Dondragmer lanzó la pregunta mientras ordenaba a algunos tripulantes que cogieran los tubos flamígeros. El resto de la tripulación se distribuyó a lo largo de las balsas exteriores sin aguardar órdenes, empuñando garrotes, cuchillos y lanzas. Barlennan tardó en responder, y el primer piloto estaba a punto de enviar una partida para cubrir el tanque — nada sabía del cañón de Lackland— cuando su capitán comprendió qué ocurría y lo calmó con un ademán.

— Está bien — dijo —. No vemos ningún movimiento, pero parece una ciudad. Dentro de un momento, el Volador os remolcará para que podáis ver sin bajaros. — Se volvió hacia Lackland para pedírselo en inglés, y el humano accedió. Este acto produjo un cambio abrupto en la situación.

Lo que Lackland había visto al principio — y Barlennan, con menos claridad— era un valle ancho de escasa profundidad, con forma de cuenco, totalmente rodeado de colinas como la que ocupaban ahora. Lackland suponía que debía de haber un lago en el fondo, pues no había medio visible de desagüe para la lluvia o la nieve derretida. Luego notó que no había nieve en las laderas internas de las colinas; estaban desnudas y presentaban una extraña topografía.
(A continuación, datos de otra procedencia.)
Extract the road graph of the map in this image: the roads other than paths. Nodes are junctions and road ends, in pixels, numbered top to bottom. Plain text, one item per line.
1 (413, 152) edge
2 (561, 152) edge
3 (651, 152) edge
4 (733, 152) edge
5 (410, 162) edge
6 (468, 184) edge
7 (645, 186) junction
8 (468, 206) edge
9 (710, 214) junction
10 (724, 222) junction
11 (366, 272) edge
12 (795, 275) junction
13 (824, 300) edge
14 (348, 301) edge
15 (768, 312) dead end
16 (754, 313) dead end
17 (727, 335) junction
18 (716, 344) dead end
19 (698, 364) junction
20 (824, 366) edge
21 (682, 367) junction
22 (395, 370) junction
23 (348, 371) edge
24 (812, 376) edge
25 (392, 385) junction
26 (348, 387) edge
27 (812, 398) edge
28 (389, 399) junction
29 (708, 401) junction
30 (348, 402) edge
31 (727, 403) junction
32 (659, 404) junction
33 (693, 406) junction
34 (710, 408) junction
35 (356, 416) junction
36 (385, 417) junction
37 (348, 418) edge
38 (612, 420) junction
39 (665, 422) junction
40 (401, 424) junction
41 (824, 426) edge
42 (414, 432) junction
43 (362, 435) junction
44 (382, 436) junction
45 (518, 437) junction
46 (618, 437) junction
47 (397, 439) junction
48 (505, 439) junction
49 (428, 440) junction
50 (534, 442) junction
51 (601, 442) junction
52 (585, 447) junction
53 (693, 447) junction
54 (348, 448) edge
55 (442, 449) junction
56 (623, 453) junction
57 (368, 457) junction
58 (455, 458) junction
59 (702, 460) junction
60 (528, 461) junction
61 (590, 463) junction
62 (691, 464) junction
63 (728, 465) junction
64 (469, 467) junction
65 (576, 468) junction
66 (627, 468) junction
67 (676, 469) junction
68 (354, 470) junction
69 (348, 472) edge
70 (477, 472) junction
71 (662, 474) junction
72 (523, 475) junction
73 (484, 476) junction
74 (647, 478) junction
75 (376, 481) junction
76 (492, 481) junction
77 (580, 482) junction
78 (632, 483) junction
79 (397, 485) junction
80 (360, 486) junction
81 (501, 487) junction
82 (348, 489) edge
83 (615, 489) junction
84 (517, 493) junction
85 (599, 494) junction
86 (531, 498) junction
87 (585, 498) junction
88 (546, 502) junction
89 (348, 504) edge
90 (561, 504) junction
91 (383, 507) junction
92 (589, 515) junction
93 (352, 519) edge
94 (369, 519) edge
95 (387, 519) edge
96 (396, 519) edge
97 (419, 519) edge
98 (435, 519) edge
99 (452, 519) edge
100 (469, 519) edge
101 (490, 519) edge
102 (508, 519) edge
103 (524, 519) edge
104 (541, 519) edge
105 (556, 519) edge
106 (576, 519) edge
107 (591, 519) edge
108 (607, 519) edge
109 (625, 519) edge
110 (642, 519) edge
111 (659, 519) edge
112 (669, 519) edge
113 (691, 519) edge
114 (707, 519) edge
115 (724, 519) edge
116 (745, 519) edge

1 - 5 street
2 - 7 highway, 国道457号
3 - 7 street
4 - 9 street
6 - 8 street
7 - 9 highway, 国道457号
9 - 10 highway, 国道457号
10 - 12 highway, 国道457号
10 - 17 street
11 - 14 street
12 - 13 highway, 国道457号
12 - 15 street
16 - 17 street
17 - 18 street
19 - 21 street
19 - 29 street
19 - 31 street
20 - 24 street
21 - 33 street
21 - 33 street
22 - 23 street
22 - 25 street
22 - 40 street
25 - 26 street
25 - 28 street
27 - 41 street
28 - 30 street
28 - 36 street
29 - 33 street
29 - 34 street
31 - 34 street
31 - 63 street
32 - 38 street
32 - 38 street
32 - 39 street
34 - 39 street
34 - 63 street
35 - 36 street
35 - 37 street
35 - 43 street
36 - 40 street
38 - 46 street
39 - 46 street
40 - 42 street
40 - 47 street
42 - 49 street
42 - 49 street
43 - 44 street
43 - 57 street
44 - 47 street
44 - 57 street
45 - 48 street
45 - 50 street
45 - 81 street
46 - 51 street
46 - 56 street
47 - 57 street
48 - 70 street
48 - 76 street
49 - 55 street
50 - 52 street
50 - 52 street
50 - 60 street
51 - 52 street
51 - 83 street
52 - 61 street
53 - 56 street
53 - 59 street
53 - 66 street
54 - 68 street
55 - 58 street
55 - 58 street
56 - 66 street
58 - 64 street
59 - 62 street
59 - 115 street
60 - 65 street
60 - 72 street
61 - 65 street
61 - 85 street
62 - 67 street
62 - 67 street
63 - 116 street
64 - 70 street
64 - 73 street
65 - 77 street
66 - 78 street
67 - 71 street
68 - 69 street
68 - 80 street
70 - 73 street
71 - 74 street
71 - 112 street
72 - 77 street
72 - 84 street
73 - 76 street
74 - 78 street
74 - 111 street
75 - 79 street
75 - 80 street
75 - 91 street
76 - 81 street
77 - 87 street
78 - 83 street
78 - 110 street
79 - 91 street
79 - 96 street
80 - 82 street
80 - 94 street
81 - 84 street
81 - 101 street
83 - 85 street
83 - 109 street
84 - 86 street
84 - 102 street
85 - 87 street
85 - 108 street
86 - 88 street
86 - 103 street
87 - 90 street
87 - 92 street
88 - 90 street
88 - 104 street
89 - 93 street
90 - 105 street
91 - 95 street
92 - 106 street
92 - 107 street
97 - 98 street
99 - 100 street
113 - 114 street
No podía ser natural. A poca distancia, por debajo de los riscos, había canales anchos de escasa profundidad, dispuestos en forma muy regular; un corte transversal de las colinas, a partir de una altura ligeramente inferior, habría sugerido una bonita serie de olas marinas. A medida que los canales descendían hacia el centro del valle, se volvían más angostos y profundos, como si estuvieran diseñados para conducir el agua de lluvia hasta un depósito central. Lamentablemente para esta hipótesis, no todos confluían en el centro. Ni siquiera llegaban al centro, aunque sí al suelo relativamente uniforme del valle.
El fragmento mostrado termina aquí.